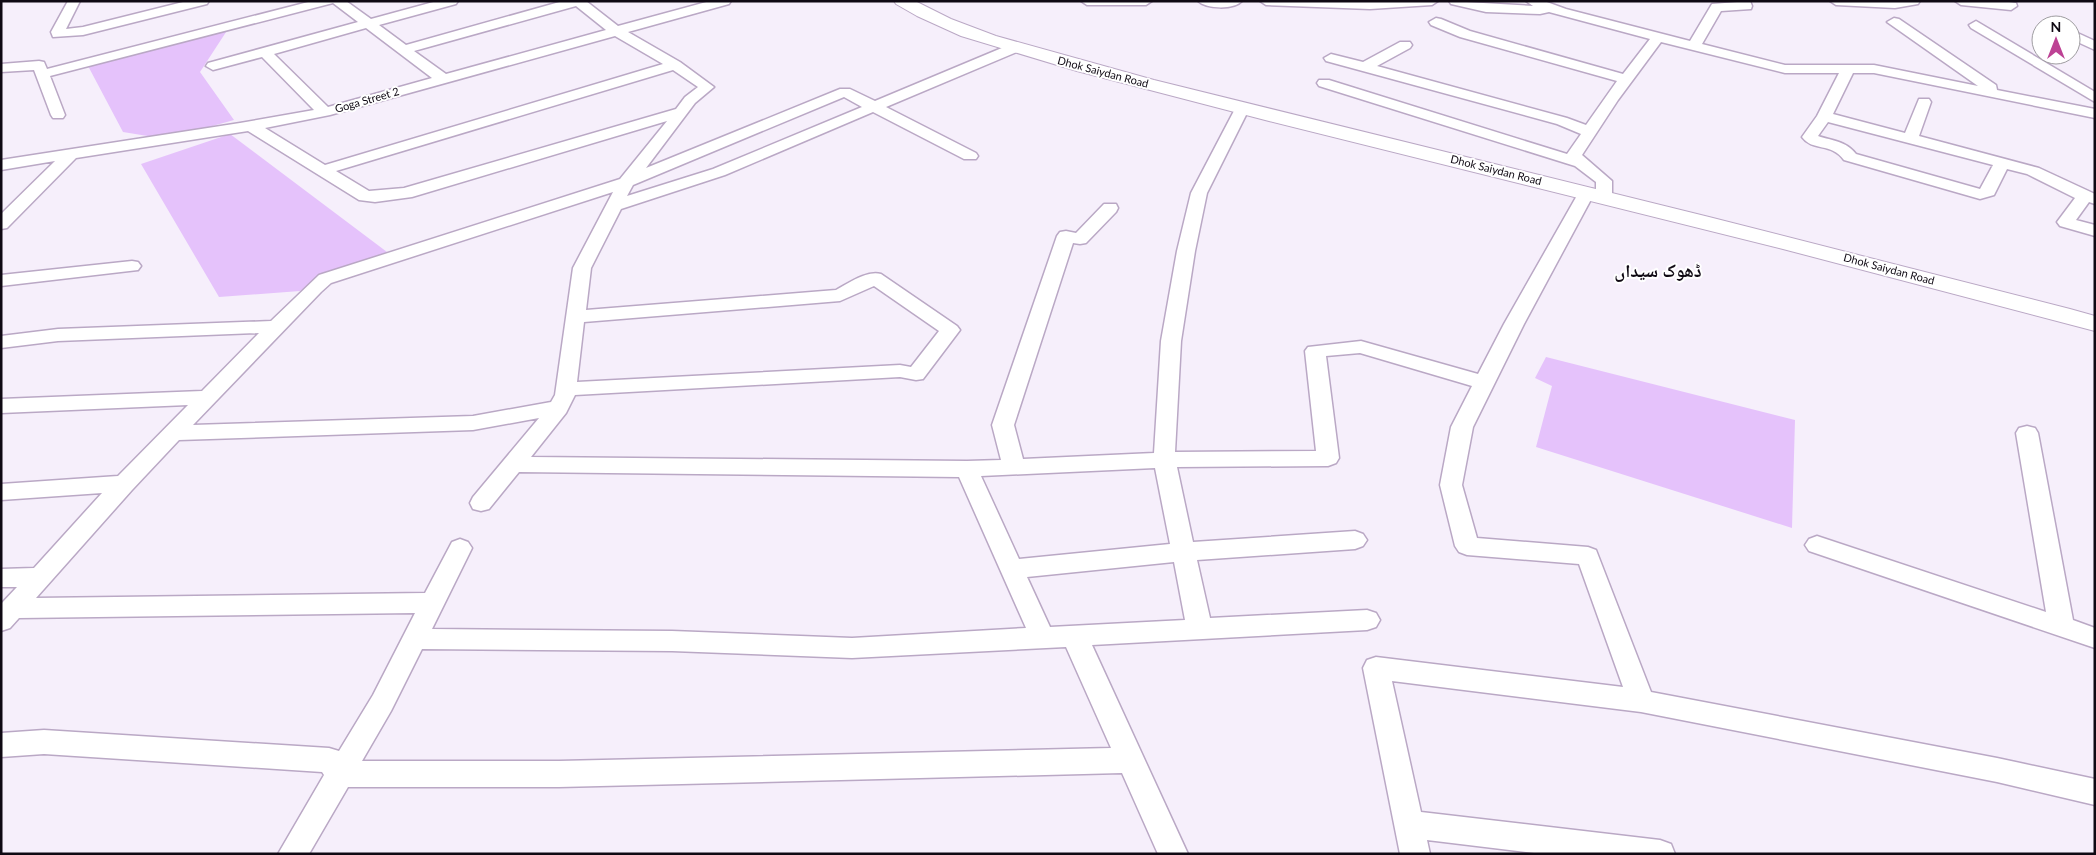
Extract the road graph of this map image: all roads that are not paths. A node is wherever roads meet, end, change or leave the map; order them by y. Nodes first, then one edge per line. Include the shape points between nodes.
1 (74, 1) edge
2 (143, 1) edge
3 (328, 1) edge
4 (338, 1) edge
5 (452, 1) edge
6 (578, 1) edge
7 (902, 1) edge
8 (1087, 1) edge
9 (1146, 1) edge
10 (1204, 1) edge
11 (1236, 1) edge
12 (1266, 1) edge
13 (1432, 1) edge
14 (1455, 1) edge
15 (1532, 1) edge
16 (1744, 1) edge
17 (1836, 1) edge
18 (1914, 1) edge
19 (1961, 1) edge
20 (2005, 1) edge
21 (721, 2) edge
22 (197, 3) edge
23 (1329, 3) edge
24 (1549, 8) junction
25 (138, 18) junction
26 (1436, 22) dead end
27 (1894, 22) dead end
28 (369, 24) junction
29 (1976, 25) dead end
30 (216, 30) junction
31 (616, 31) junction
32 (1657, 38) junction
33 (2081, 39) edge
34 (1405, 45) dead end
35 (2095, 46) edge
36 (1692, 47) junction
37 (1014, 48) junction
38 (404, 50) junction
39 (265, 52) junction
40 (1331, 58) dead end
41 (675, 65) junction
42 (213, 66) dead end
43 (1365, 67) junction
44 (1, 68) edge
45 (1848, 70) junction
46 (42, 74) junction
47 (443, 79) junction
48 (1626, 79) junction
49 (1324, 83) dead end
50 (2000, 94) junction
51 (2095, 98) edge
52 (1924, 102) dead end
53 (877, 106) junction
54 (1242, 109) junction
55 (325, 112) junction
56 (682, 112) junction
57 (2095, 114) edge
58 (58, 115) dead end
59 (1824, 116) junction
60 (251, 126) junction
61 (1590, 132) junction
62 (1911, 138) junction
63 (72, 154) junction
64 (970, 156) dead end
65 (1577, 162) junction
66 (2002, 162) junction
67 (1, 165) edge
68 (324, 170) junction
69 (626, 182) junction
70 (1596, 194) junction
71 (2090, 197) edge
72 (613, 206) junction
73 (1110, 208) dead end
74 (1, 224) edge
75 (2095, 231) edge
76 (132, 266) dead end
77 (1, 281) edge
78 (574, 317) junction
79 (2095, 324) edge
80 (276, 327) junction
81 (1, 342) edge
82 (1485, 382) junction
83 (566, 388) junction
84 (206, 398) junction
85 (1, 406) edge
86 (559, 408) junction
87 (173, 433) junction
88 (2027, 433) dead end
89 (1164, 460) junction
90 (512, 464) junction
91 (1014, 467) junction
92 (967, 469) junction
93 (124, 484) junction
94 (1, 492) edge
95 (481, 503) dead end
96 (1355, 540) dead end
97 (1817, 545) dead end
98 (460, 548) dead end
99 (1184, 552) junction
100 (1012, 569) junction
101 (40, 577) junction
102 (1, 578) edge
103 (432, 603) junction
104 (7, 614) edge
105 (1367, 620) dead end
106 (2061, 626) junction
107 (1200, 630) junction
108 (1075, 637) junction
109 (2095, 638) edge
110 (414, 639) junction
111 (1043, 639) junction
112 (1641, 701) junction
113 (1, 745) edge
114 (1130, 760) junction
115 (340, 774) junction
116 (2095, 792) edge
117 (1408, 824) junction
118 (293, 854) edge
119 (1173, 854) edge
120 (1415, 854) edge
121 (1660, 854) edge

1 - 25 street via 58,34
2 - 25 street
3 - 30 street
4 - 28 street
5 - 28 street
6 - 31 street
6 - 38 street
7 - 37 main road, Dhok Saiydan Road via 921,12
8 - 9 street
10 - 11 street via 1230,4
12 - 23 street
13 - 23 street
14 - 24 street via 1486,8
15 - 24 street
16 - 36 street via 1746,6 1717,7
17 - 18 street via 1895,4
19 - 20 street via 2011,6
21 - 31 street, Goga Street 2
22 - 25 street
22 - 30 street
24 - 32 street
26 - 48 street via 1465,34
27 - 50 street
28 - 38 street
28 - 39 street
29 - 51 street
30 - 46 street
31 - 41 street
31 - 47 street, Goga Street 2
32 - 36 street
32 - 48 street
33 - 35 street
34 - 43 street
36 - 45 street via 1785,69
37 - 53 street
37 - 54 main road, Dhok Saiydan Road
38 - 47 street
39 - 42 street
39 - 55 street
40 - 43 street
41 - 56 street via 707,86 690,100
41 - 68 street
43 - 61 street via 1562,121
44 - 46 street via 39,65
45 - 50 street via 1874,69
45 - 59 street
46 - 58 street
47 - 55 street, Goga Street 2
48 - 61 street
49 - 65 street
50 - 57 street
52 - 62 street
53 - 64 street
53 - 69 street via 845,92
53 - 72 street via 719,172
54 - 70 main road, Dhok Saiydan Road
54 - 89 street via 1199,193 1194,212 1171,342
55 - 60 street, Goga Street 2
56 - 68 street via 406,193 366,196
56 - 69 street
59 - 62 street
59 - 66 street via 1810,137 1813,140 1838,146 1850,157 1980,194 1988,192
60 - 63 street, Goga Street 2
60 - 68 street
61 - 65 street via 1574,155
62 - 66 street
63 - 67 street, Goga Street 2
63 - 74 street
65 - 70 street via 1604,181
66 - 71 street via 2033,170
69 - 72 street
69 - 80 street via 325,279
70 - 79 main road, Dhok Saiydan Road
70 - 82 street via 1514,324
71 - 75 street via 2066,222
72 - 78 street via 582,268
73 - 91 street via 1080,238 1066,236 1003,425
76 - 77 street
78 - 83 street
78 - 83 street via 840,295 875,278 950,330 916,374 900,371
80 - 81 street via 58,335
80 - 84 street
82 - 89 street via 1361,347 1315,351 1328,458
82 - 112 street via 1462,427 1451,485 1467,546 1588,556
83 - 86 street
84 - 85 street
84 - 87 street
86 - 87 street via 473,424
86 - 90 street
87 - 93 street
88 - 106 street
89 - 91 street
89 - 99 street
90 - 92 street
90 - 95 street
91 - 92 street
92 - 100 street
93 - 94 street
93 - 101 street
96 - 99 street
97 - 106 street
98 - 103 street
99 - 100 street
99 - 107 street
100 - 111 street
101 - 102 street
101 - 104 street
103 - 104 street
103 - 110 street
105 - 107 street
106 - 109 street
107 - 108 street
108 - 111 street
108 - 114 street
110 - 111 street via 672,641 852,648
110 - 115 street via 382,703
112 - 116 street
112 - 117 street via 1376,668
113 - 115 street via 44,742 329,760
114 - 115 street via 559,774
114 - 119 street
115 - 118 street
117 - 120 street
117 - 121 street

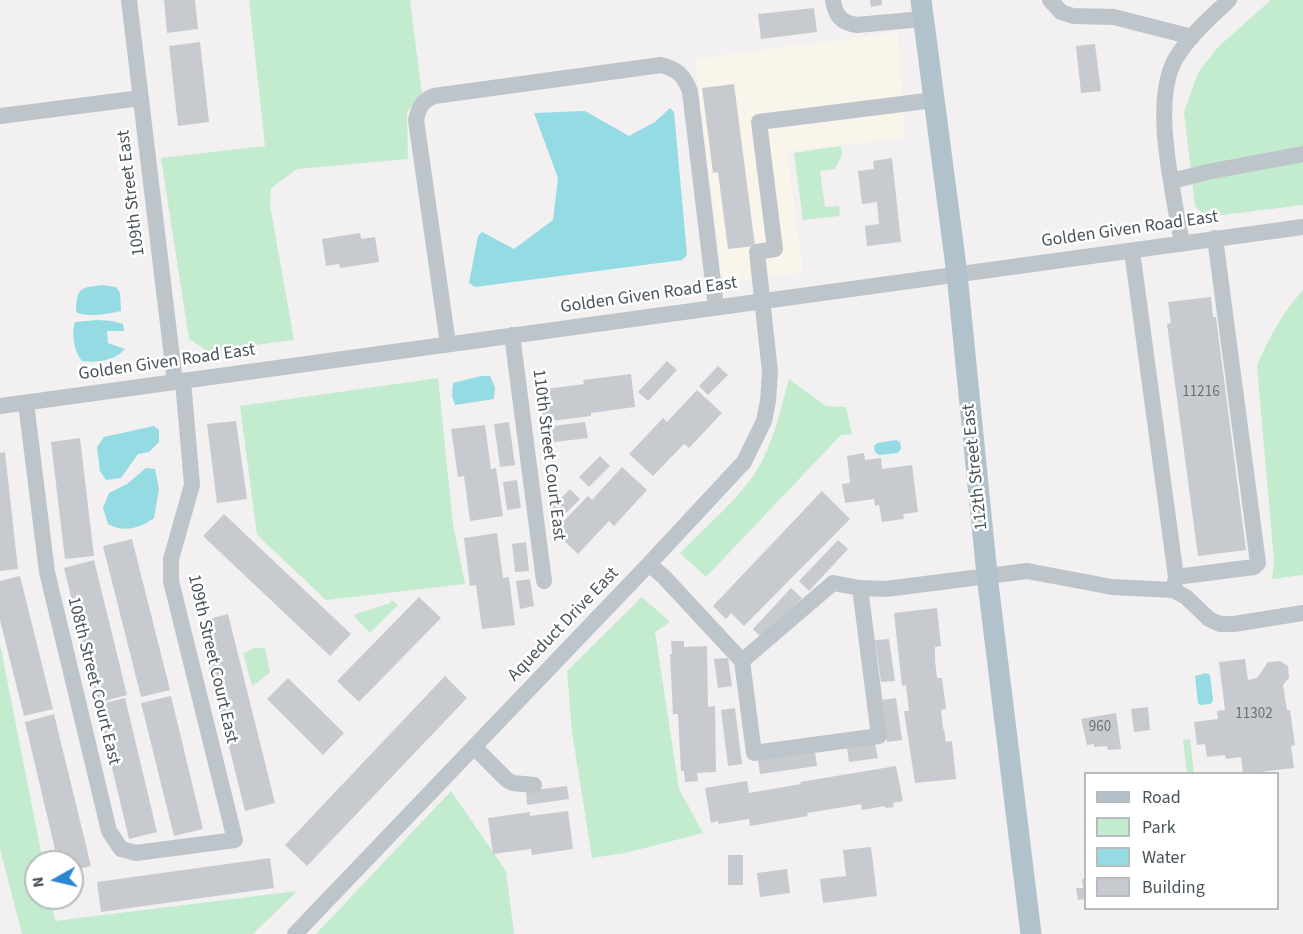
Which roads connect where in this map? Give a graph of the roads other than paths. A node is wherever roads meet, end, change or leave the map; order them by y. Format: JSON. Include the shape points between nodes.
{"nodes":[{"id":1,"x":129,"y":0,"type":"edge"},
{"id":2,"x":833,"y":0,"type":"edge"},
{"id":3,"x":1050,"y":0,"type":"edge"},
{"id":4,"x":1229,"y":0,"type":"edge"},
{"id":5,"x":922,"y":9,"type":"edge"},
{"id":6,"x":1192,"y":37,"type":"junction"},
{"id":7,"x":141,"y":98,"type":"junction"},
{"id":8,"x":934,"y":100,"type":"junction"},
{"id":9,"x":0,"y":116,"type":"edge"},
{"id":10,"x":1303,"y":154,"type":"edge"},
{"id":11,"x":1172,"y":181,"type":"junction"},
{"id":12,"x":1303,"y":226,"type":"edge"},
{"id":13,"x":1215,"y":238,"type":"junction"},
{"id":14,"x":1182,"y":244,"type":"junction"},
{"id":15,"x":1132,"y":251,"type":"junction"},
{"id":16,"x":957,"y":274,"type":"junction"},
{"id":17,"x":764,"y":300,"type":"junction"},
{"id":18,"x":716,"y":307,"type":"junction"},
{"id":19,"x":512,"y":335,"type":"junction"},
{"id":20,"x":448,"y":344,"type":"junction"},
{"id":21,"x":179,"y":381,"type":"junction"},
{"id":22,"x":26,"y":403,"type":"junction"},
{"id":23,"x":0,"y":406,"type":"edge"},
{"id":24,"x":649,"y":564,"type":"junction"},
{"id":25,"x":987,"y":575,"type":"junction"},
{"id":26,"x":544,"y":581,"type":"dead end"},
{"id":27,"x":1175,"y":584,"type":"junction"},
{"id":28,"x":860,"y":588,"type":"junction"},
{"id":29,"x":1303,"y":613,"type":"edge"},
{"id":30,"x":742,"y":661,"type":"junction"},
{"id":31,"x":474,"y":747,"type":"junction"},
{"id":32,"x":534,"y":785,"type":"dead end"},
{"id":33,"x":235,"y":840,"type":"joint"},
{"id":34,"x":295,"y":934,"type":"edge"},
{"id":35,"x":1031,"y":934,"type":"edge"}],
"edges":[{"from":1,"to":7,"type":"street","name":"109th Street East"},
{"from":2,"to":5,"type":"street","via":[[840,19],[857,25]]},
{"from":3,"to":6,"type":"street","via":[[1061,12],[1073,16],[1114,17]]},
{"from":4,"to":6,"type":"street"},
{"from":5,"to":8,"type":"main road","name":"112th Street East"},
{"from":6,"to":11,"type":"street","via":[[1176,58],[1163,104]]},
{"from":7,"to":9,"type":"street"},
{"from":7,"to":21,"type":"street","name":"109th Street East"},
{"from":8,"to":16,"type":"main road","name":"112th Street East"},
{"from":8,"to":17,"type":"street","name":"Aqueduct Drive East","via":[[759,122],[775,249],[757,252]]},
{"from":10,"to":11,"type":"street"},
{"from":11,"to":14,"type":"street"},
{"from":12,"to":13,"type":"street","name":"Golden Given Road East"},
{"from":13,"to":14,"type":"street","name":"Golden Given Road East"},
{"from":13,"to":27,"type":"street","via":[[1258,563]]},
{"from":14,"to":15,"type":"street","name":"Golden Given Road East"},
{"from":15,"to":16,"type":"street","name":"Golden Given Road East"},
{"from":15,"to":27,"type":"street"},
{"from":16,"to":17,"type":"street","name":"Golden Given Road East"},
{"from":16,"to":25,"type":"main road","name":"112th Street East"},
{"from":17,"to":18,"type":"street","name":"Golden Given Road East"},
{"from":17,"to":24,"type":"street","name":"Aqueduct Drive East","via":[[770,372],[760,430],[733,476]]},
{"from":18,"to":19,"type":"street","name":"Golden Given Road East"},
{"from":18,"to":20,"type":"street","via":[[690,92],[680,73],[661,65],[434,96],[424,100],[416,120]]},
{"from":19,"to":20,"type":"street","name":"Golden Given Road East"},
{"from":19,"to":26,"type":"street","name":"110th Street Court East"},
{"from":20,"to":21,"type":"street","name":"Golden Given Road East"},
{"from":21,"to":22,"type":"street","name":"Golden Given Road East"},
{"from":21,"to":33,"type":"street","name":"109th Street Court East","via":[[192,485],[171,559],[171,581]]},
{"from":22,"to":23,"type":"street","name":"Golden Given Road East"},
{"from":22,"to":33,"type":"street","name":"108th Street Court East","via":[[46,572],[109,831],[121,849],[136,854]]},
{"from":24,"to":30,"type":"street"},
{"from":24,"to":31,"type":"street","name":"Aqueduct Drive East"},
{"from":25,"to":27,"type":"street","via":[[1027,571],[1112,587]]},
{"from":25,"to":28,"type":"street","via":[[886,589]]},
{"from":25,"to":35,"type":"main road","name":"112th Street East"},
{"from":27,"to":29,"type":"street","via":[[1209,619],[1220,624]]},
{"from":28,"to":30,"type":"street","via":[[833,583]]},
{"from":28,"to":30,"type":"street","via":[[879,736],[754,753]]},
{"from":31,"to":32,"type":"street","via":[[507,780]]},
{"from":31,"to":34,"type":"street","name":"Aqueduct Drive East"}]}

━━━━━━

- _PROBLEM_:
Which lines in the records above contain the word "order"? Copy each one.

- _EXERCISE SOLUTION_:
Extract the road graph of this map image: all roads that are not paths. A node is wherever roads meet, end, change or leave the map; order them by y. Nodes first, then one edge per line. Include the shape points between nodes.
Which roads connect where in this map? Give a graph of the roads other than paths. A node is wherever roads meet, end, change or leave the map; order them by y. Format: JSON. Include the shape points between nodes.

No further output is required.